Navas Moreno Víctor, Sager La Ganga Carolina, Tapia Sanchiz María Sara, López Ruano Marta, Del Carmen Martínez Otero María, Carrillo López Elena, Raposo López Juan José, Amar Selma, González Castañar Sara, Marazuela Mónica, Arranz Martín José Alfonso, Sebastian-Valles Fernando
Department of Endocrinology and Nutrition, Hospital Universitario de La Princesa, Instituto de Investigación Sanitaria de La Princesa, Universidad Autónoma de Madrid, Madrid, 28006, Spain.
Hospital Universitario de La Princesa, Diego de León 62, Madrid, 28005, Spain.
Endocrine. 2025 Apr;88(1):127-134. doi: 10.1007/s12020-024-04146-y. Epub 2025 Jan 24.
This study aims to evaluate the association between psychiatric disorders and diabetic ketoacidosis (DKA) in patients with type 1 diabetes (T1D) treated at a tertiary care hospital.
A propensity score-matched case-control study was conducted, comprising a total sample of 194 participants (97 DKA cases and 97 controls without DKA). Comprehensive data were collected on clinical, anthropometric, and socioeconomic characteristics, and psychiatric disorders were classified according to international standards.

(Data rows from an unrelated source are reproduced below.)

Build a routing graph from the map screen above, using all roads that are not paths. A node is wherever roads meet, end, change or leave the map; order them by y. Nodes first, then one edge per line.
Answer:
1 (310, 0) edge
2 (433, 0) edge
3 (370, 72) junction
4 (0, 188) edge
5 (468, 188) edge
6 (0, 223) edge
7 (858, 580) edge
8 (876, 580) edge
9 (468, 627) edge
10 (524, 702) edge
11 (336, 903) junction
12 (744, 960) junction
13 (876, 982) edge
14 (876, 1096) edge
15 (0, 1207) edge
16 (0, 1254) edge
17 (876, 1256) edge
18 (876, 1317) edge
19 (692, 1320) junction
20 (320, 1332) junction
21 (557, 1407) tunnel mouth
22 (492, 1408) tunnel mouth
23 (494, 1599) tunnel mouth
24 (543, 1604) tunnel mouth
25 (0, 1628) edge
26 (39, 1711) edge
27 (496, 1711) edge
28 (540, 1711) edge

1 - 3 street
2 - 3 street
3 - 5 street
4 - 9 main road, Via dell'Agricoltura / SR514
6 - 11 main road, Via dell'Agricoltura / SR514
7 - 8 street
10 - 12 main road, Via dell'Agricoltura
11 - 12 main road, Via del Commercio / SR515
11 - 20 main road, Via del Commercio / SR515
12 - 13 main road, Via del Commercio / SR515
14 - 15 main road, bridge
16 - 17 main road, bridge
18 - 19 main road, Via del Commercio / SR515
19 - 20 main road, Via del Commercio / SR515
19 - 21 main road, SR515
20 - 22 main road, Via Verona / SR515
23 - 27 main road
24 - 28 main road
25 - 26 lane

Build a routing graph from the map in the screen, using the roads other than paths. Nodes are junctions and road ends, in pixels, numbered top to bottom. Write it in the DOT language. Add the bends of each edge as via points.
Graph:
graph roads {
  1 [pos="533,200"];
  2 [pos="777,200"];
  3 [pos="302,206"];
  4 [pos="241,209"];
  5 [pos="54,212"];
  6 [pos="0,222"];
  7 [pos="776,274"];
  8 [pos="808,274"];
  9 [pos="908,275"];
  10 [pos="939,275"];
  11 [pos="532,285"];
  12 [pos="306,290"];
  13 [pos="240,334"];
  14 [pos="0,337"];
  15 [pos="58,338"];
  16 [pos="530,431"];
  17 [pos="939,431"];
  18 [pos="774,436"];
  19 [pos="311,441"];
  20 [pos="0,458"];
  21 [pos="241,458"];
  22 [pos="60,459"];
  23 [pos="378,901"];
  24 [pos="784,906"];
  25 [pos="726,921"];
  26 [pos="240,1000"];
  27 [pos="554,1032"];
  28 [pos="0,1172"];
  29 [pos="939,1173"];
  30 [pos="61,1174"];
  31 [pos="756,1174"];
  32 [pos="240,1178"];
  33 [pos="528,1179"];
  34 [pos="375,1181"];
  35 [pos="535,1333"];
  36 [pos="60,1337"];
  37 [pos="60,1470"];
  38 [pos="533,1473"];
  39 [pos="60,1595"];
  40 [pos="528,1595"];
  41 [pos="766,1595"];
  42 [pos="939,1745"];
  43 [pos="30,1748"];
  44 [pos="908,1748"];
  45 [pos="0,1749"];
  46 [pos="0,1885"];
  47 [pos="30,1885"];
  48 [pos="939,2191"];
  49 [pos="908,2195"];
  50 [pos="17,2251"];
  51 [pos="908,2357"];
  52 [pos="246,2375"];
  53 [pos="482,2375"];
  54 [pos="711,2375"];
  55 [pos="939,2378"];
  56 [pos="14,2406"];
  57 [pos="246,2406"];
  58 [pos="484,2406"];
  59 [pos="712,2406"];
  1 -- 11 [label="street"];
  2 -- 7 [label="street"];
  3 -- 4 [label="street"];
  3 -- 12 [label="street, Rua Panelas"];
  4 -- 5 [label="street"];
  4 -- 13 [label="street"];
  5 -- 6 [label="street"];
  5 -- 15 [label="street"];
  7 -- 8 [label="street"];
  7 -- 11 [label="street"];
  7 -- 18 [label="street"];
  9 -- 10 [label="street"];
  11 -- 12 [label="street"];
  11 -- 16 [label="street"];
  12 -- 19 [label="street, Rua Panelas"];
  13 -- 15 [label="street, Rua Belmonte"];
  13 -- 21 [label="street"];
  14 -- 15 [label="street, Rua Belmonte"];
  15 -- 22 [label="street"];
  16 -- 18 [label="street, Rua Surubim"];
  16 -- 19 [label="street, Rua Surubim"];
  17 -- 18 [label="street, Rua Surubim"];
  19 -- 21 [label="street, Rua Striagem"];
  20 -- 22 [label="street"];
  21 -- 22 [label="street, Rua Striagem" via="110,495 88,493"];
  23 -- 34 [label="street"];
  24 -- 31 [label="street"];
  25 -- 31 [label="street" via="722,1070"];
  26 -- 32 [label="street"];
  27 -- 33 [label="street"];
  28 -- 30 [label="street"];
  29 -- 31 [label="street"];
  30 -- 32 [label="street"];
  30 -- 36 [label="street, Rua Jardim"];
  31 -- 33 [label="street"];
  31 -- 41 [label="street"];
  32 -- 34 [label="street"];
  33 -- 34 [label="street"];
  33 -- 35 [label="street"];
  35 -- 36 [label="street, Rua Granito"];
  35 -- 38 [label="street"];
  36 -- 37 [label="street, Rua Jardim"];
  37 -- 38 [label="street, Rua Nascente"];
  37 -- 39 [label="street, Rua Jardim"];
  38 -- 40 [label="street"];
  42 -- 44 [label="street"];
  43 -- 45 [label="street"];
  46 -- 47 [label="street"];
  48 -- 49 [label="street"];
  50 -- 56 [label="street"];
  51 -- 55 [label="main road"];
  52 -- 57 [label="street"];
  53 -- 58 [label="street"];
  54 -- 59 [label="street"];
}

The mean age of the participants was 47.4 ± 17.7 years, with 55.6% being female. Psychiatric disorders were identified in 16.5% of the study population. The prevalence of psychiatric disorders was significantly higher in DKA cases compared to controls (24.7% vs. 7.2%, p < 0.001). Conditional logistic regression models revealed that the association between psychiatric disorders and DKA was not independent of HbA1c levels. Additionally, in HbA1c-stratified analyses, patients with psychiatric disorders developed DKA at lower HbA1c levels compared to controls.
Psychiatric disorders significantly increase the risk of DKA in adults with T1D, particularly among those with less elevated HbA1c levels. These findings highlight the critical importance of addresing psychiatric comorbidities in the management of T1D, given the severe implications and significant healthcare resource utilization associated with DKA.
本研究旨在评估在一家三级护理医院接受治疗的1型糖尿病(T1D)患者中,精神障碍与糖尿病酮症酸中毒(DKA)之间的关联。
进行了一项倾向评分匹配的病例对照研究,共纳入194名参与者(97例DKA病例和97例无DKA的对照)。收集了关于临床、人体测量和社会经济特征的全面数据,并根据国际标准对精神障碍进行分类。
参与者的平均年龄为47.4±17.7岁,女性占55.6%。在研究人群中,16.5%的人被确诊患有精神障碍。与对照组相比,DKA病例中精神障碍的患病率显著更高(24.7%对7.2%,p<0.001)。条件逻辑回归模型显示,精神障碍与DKA之间的关联并非独立于糖化血红蛋白(HbA1c)水平。此外,在按HbA1c分层的分析中,与对照组相比,患有精神障碍的患者在较低的HbA1c水平时就发生了DKA。
精神障碍显著增加了成年T1D患者发生DKA的风险,尤其是在HbA1c水平升高不明显的患者中。鉴于DKA带来的严重影响和大量医疗资源的利用,这些发现凸显了在T1D管理中处理精神共病的至关重要性。